++++ Source material ++++

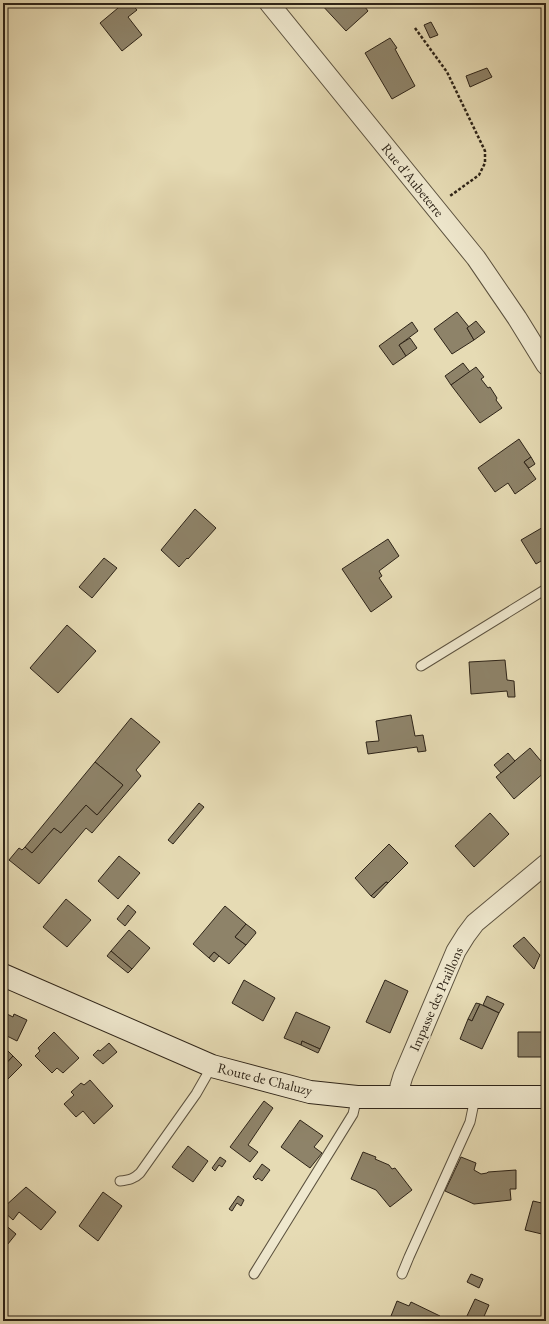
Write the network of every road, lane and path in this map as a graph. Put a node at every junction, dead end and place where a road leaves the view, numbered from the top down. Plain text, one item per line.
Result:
1 (269, 3) edge
2 (415, 28) dead end
3 (435, 206) junction
4 (546, 365) edge
5 (546, 589) edge
6 (421, 666) dead end
7 (546, 864) edge
8 (3, 975) edge
9 (212, 1066) junction
10 (357, 1097) junction
11 (399, 1097) junction
12 (546, 1097) edge
13 (474, 1098) junction
14 (120, 1181) dead end
15 (254, 1274) dead end
16 (402, 1274) dead end

1 - 3 street, Rue d'Aubeterre
2 - 3 path
3 - 4 street, Rue d'Aubeterre
5 - 6 lane
7 - 11 street, Impasse des Praillons
8 - 9 street, Route de Chaluzy
9 - 10 street, Route de Chaluzy
9 - 14 lane
10 - 11 street, Route de Chaluzy
10 - 15 lane
11 - 13 street, Route de Chaluzy
12 - 13 street, Route de Chaluzy
13 - 16 lane

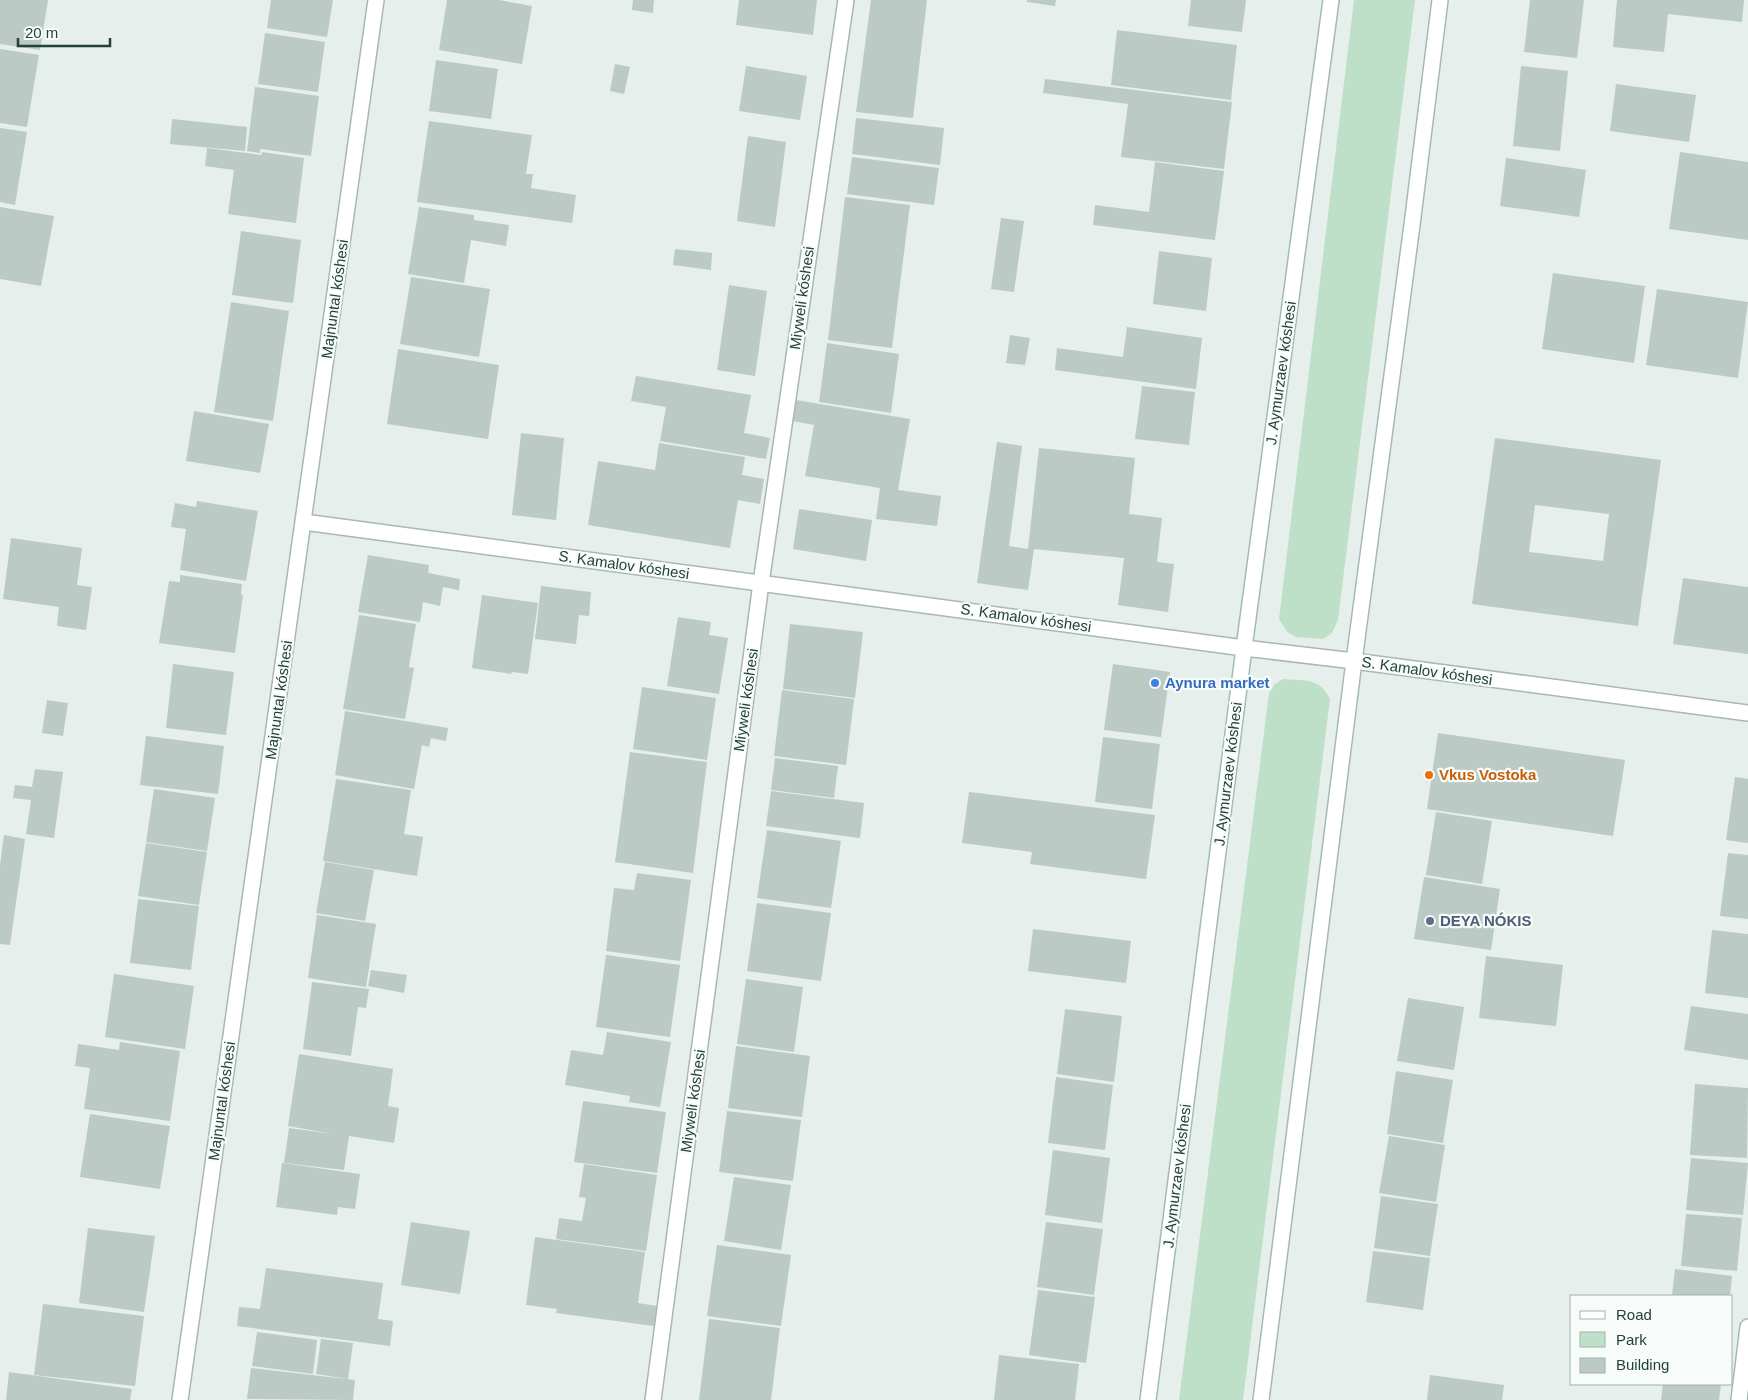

++++

What you are asked to do: Return the listing verbatim, pictures omitted.

Output for this task:
Write the network of every road, lane and path in this map as a graph. Put a node at every junction, dead end and place where a road leaves the view, numbered from the top down. Plain text, one item per line.
Result:
1 (269, 3) edge
2 (415, 28) dead end
3 (435, 206) junction
4 (546, 365) edge
5 (546, 589) edge
6 (421, 666) dead end
7 (546, 864) edge
8 (3, 975) edge
9 (212, 1066) junction
10 (357, 1097) junction
11 (399, 1097) junction
12 (546, 1097) edge
13 (474, 1098) junction
14 (120, 1181) dead end
15 (254, 1274) dead end
16 (402, 1274) dead end

1 - 3 street, Rue d'Aubeterre
2 - 3 path
3 - 4 street, Rue d'Aubeterre
5 - 6 lane
7 - 11 street, Impasse des Praillons
8 - 9 street, Route de Chaluzy
9 - 10 street, Route de Chaluzy
9 - 14 lane
10 - 11 street, Route de Chaluzy
10 - 15 lane
11 - 13 street, Route de Chaluzy
12 - 13 street, Route de Chaluzy
13 - 16 lane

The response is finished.